Provide the number of lines below containing the word "Paul", without any other words.

**Material provided:**

● ● ●

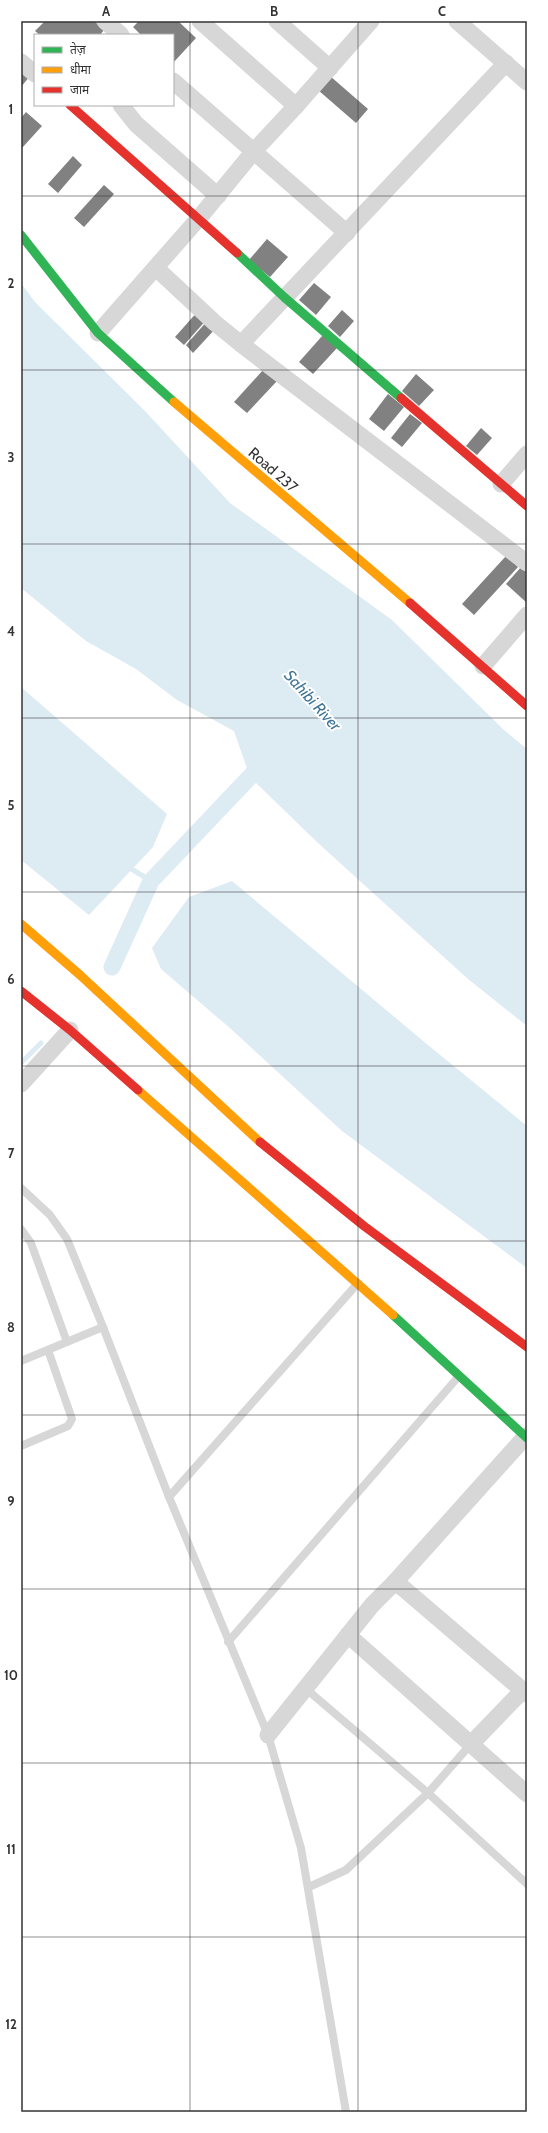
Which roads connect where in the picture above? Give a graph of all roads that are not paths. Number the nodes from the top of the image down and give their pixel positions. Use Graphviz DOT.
graph roads {
  1 [pos="200,21"];
  2 [pos="277,21"];
  3 [pos="457,21"];
  4 [pos="367,22"];
  5 [pos="107,25"];
  6 [pos="120,34"];
  7 [pos="21,62"];
  8 [pos="506,63"];
  9 [pos="330,68"];
  10 [pos="34,73"];
  11 [pos="174,82"];
  12 [pos="527,82"];
  13 [pos="71,106"];
  14 [pos="123,106"];
  15 [pos="296,106"];
  16 [pos="254,151"];
  17 [pos="218,196"];
  18 [pos="199,218"];
  19 [pos="347,233"];
  20 [pos="21,235"];
  21 [pos="156,268"];
  22 [pos="284,297"];
  23 [pos="98,333"];
  24 [pos="241,344"];
  25 [pos="527,454"];
  26 [pos="501,484"];
  27 [pos="527,506"];
  28 [pos="527,563"];
  29 [pos="527,615"];
  30 [pos="483,666"];
  31 [pos="527,706"];
  32 [pos="21,924"];
  33 [pos="21,991"];
  34 [pos="70,1030"];
  35 [pos="21,1084"];
  36 [pos="21,1188"];
  37 [pos="21,1230"];
  38 [pos="359,1283"];
  39 [pos="103,1327"];
  40 [pos="67,1342"];
  41 [pos="527,1347"];
  42 [pos="48,1350"];
  43 [pos="21,1361"];
  44 [pos="459,1375"];
  45 [pos="526,1437"];
  46 [pos="21,1446"];
  47 [pos="169,1496"];
  48 [pos="394,1583"];
  49 [pos="348,1635"];
  50 [pos="228,1642"];
  51 [pos="305,1688"];
  52 [pos="525,1692"];
  53 [pos="268,1735"];
  54 [pos="471,1744"];
  55 [pos="428,1792"];
  56 [pos="527,1794"];
  57 [pos="527,1884"];
  58 [pos="309,1887"];
  59 [pos="346,2112"];
  1 -- 15 [label="street"];
  2 -- 9 [label="street"];
  3 -- 8 [label="street"];
  4 -- 9 [label="street"];
  5 -- 6 [label="street"];
  7 -- 10 [label="street"];
  8 -- 12 [label="street"];
  8 -- 19 [label="street"];
  9 -- 15 [label="street"];
  11 -- 16 [label="street"];
  13 -- 18 [label="street"];
  14 -- 17 [label="street"];
  15 -- 16 [label="street"];
  16 -- 17 [label="street"];
  16 -- 19 [label="street"];
  17 -- 18 [label="street"];
  18 -- 21 [label="street"];
  18 -- 22 [label="street"];
  19 -- 22 [label="street"];
  20 -- 23 [label="street, Road 237"];
  21 -- 23 [label="street"];
  21 -- 24 [label="street"];
  22 -- 24 [label="street"];
  22 -- 26 [label="street"];
  23 -- 30 [label="street, Road 237"];
  24 -- 28 [label="street"];
  25 -- 26 [label="street"];
  26 -- 27 [label="street"];
  29 -- 30 [label="street"];
  30 -- 31 [label="street, Road 237"];
  32 -- 41 [label="street"];
  33 -- 34 [label="street"];
  34 -- 35 [label="street"];
  34 -- 38 [label="street"];
  36 -- 39 [label="lane"];
  37 -- 40 [label="lane"];
  38 -- 44 [label="street"];
  38 -- 47 [label="lane"];
  39 -- 40 [label="lane"];
  39 -- 47 [label="lane"];
  40 -- 42 [label="lane"];
  42 -- 43 [label="lane"];
  42 -- 46 [label="lane"];
  44 -- 45 [label="street"];
  44 -- 50 [label="lane"];
  45 -- 48 [label="street"];
  47 -- 50 [label="lane"];
  48 -- 49 [label="street"];
  48 -- 52 [label="street"];
  49 -- 51 [label="street"];
  49 -- 54 [label="street"];
  50 -- 53 [label="lane"];
  51 -- 53 [label="street"];
  51 -- 55 [label="lane"];
  52 -- 54 [label="street"];
  53 -- 58 [label="lane"];
  54 -- 55 [label="lane"];
  54 -- 56 [label="street"];
  55 -- 57 [label="lane"];
  55 -- 58 [label="lane"];
  58 -- 59 [label="lane"];
}
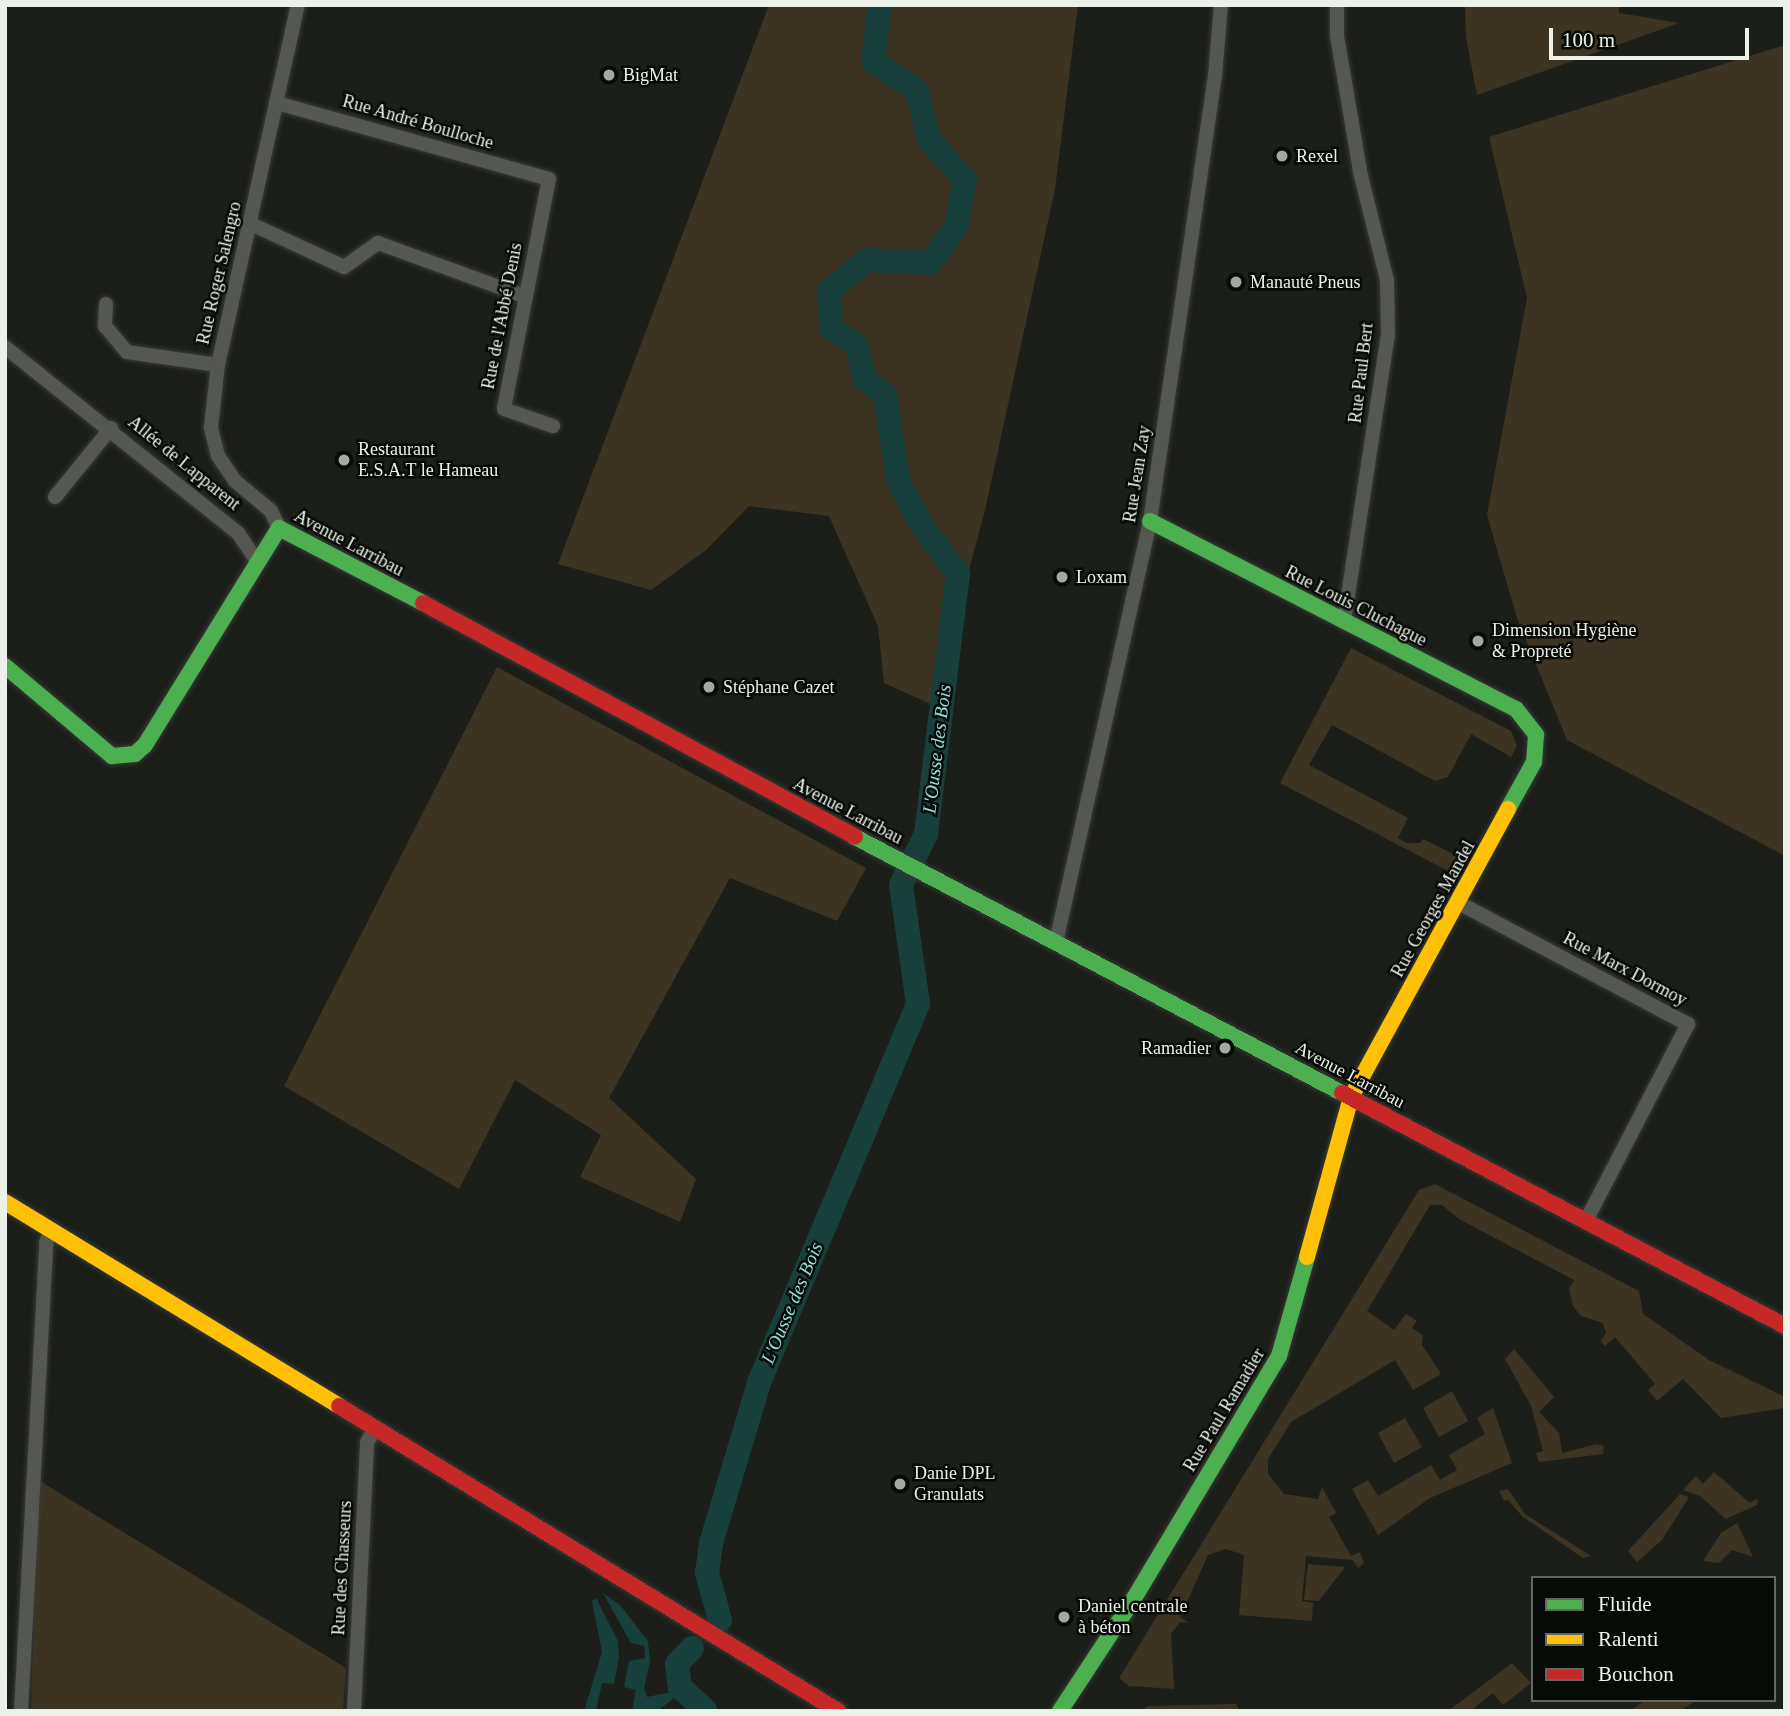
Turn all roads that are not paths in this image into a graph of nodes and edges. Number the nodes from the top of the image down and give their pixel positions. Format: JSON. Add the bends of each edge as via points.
{"nodes":[{"id":1,"x":298,"y":5,"type":"edge"},
{"id":2,"x":1221,"y":5,"type":"edge"},
{"id":3,"x":1337,"y":5,"type":"edge"},
{"id":4,"x":277,"y":103,"type":"junction"},
{"id":5,"x":549,"y":179,"type":"joint"},
{"id":6,"x":249,"y":223,"type":"junction"},
{"id":7,"x":524,"y":296,"type":"junction"},
{"id":8,"x":106,"y":304,"type":"dead end"},
{"id":9,"x":5,"y":347,"type":"edge"},
{"id":10,"x":218,"y":365,"type":"junction"},
{"id":11,"x":553,"y":426,"type":"dead end"},
{"id":12,"x":111,"y":428,"type":"junction"},
{"id":13,"x":55,"y":497,"type":"dead end"},
{"id":14,"x":1150,"y":521,"type":"junction"},
{"id":15,"x":279,"y":528,"type":"junction"},
{"id":16,"x":257,"y":561,"type":"junction"},
{"id":17,"x":1344,"y":623,"type":"junction"},
{"id":18,"x":5,"y":666,"type":"edge"},
{"id":19,"x":1536,"y":735,"type":"joint"},
{"id":20,"x":1459,"y":904,"type":"junction"},
{"id":21,"x":1056,"y":942,"type":"junction"},
{"id":22,"x":1351,"y":1097,"type":"junction"},
{"id":23,"x":5,"y":1202,"type":"edge"},
{"id":24,"x":1586,"y":1221,"type":"junction"},
{"id":25,"x":51,"y":1229,"type":"junction"},
{"id":26,"x":1785,"y":1326,"type":"edge"},
{"id":27,"x":375,"y":1429,"type":"junction"},
{"id":28,"x":21,"y":1711,"type":"edge"},
{"id":29,"x":354,"y":1711,"type":"edge"},
{"id":30,"x":838,"y":1711,"type":"edge"},
{"id":31,"x":1059,"y":1711,"type":"edge"}],
"edges":[{"from":1,"to":4,"type":"street","name":"Rue Roger Salengro"},
{"from":2,"to":14,"type":"street","name":"Rue Jean Zay","via":[[1215,76]]},
{"from":3,"to":17,"type":"street","name":"Rue Paul Bert","via":[[1337,36],[1361,176],[1387,280],[1388,334]]},
{"from":4,"to":5,"type":"street","name":"Rue André Boulloche"},
{"from":4,"to":6,"type":"street","name":"Rue Roger Salengro"},
{"from":5,"to":7,"type":"street","name":"Rue de l'Abbé Denis"},
{"from":6,"to":7,"type":"street","via":[[344,267],[378,243]]},
{"from":6,"to":10,"type":"street","name":"Rue Roger Salengro"},
{"from":7,"to":11,"type":"street","name":"Rue de l'Abbé Denis","via":[[503,409]]},
{"from":8,"to":10,"type":"street","via":[[105,326],[127,352]]},
{"from":9,"to":12,"type":"street","name":"Allée de Lapparent"},
{"from":10,"to":15,"type":"street","name":"Rue Roger Salengro","via":[[211,426],[218,457],[235,481],[271,511]]},
{"from":12,"to":13,"type":"street","name":"Allée de Lapparent"},
{"from":12,"to":16,"type":"street","name":"Allée de Lapparent","via":[[238,533]]},
{"from":14,"to":17,"type":"street","name":"Rue Louis Cluchague"},
{"from":14,"to":21,"type":"street","name":"Rue Jean Zay"},
{"from":15,"to":16,"type":"street","name":"Avenue Larribau"},
{"from":15,"to":21,"type":"street","name":"Avenue Larribau"},
{"from":16,"to":18,"type":"street","name":"Avenue Larribau","via":[[145,745],[135,754],[112,757]]},
{"from":17,"to":19,"type":"street","name":"Rue Louis Cluchague","via":[[1516,709]]},
{"from":19,"to":20,"type":"street","name":"Rue Georges Mandel","via":[[1534,762]]},
{"from":20,"to":22,"type":"street","name":"Rue Georges Mandel"},
{"from":20,"to":24,"type":"street","name":"Rue Marx Dormoy","via":[[1689,1024]]},
{"from":21,"to":22,"type":"street","name":"Avenue Larribau"},
{"from":22,"to":24,"type":"street","name":"Avenue Larribau"},
{"from":22,"to":31,"type":"street","name":"Rue Paul Ramadier","via":[[1279,1356],[1133,1600]]},
{"from":23,"to":25,"type":"street"},
{"from":24,"to":26,"type":"street","name":"Avenue Larribau"},
{"from":25,"to":27,"type":"street"},
{"from":25,"to":28,"type":"street","via":[[46,1243]]},
{"from":27,"to":29,"type":"street","name":"Rue des Chasseurs","via":[[367,1442]]},
{"from":27,"to":30,"type":"street"}]}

● ● ●

**Response area:**
2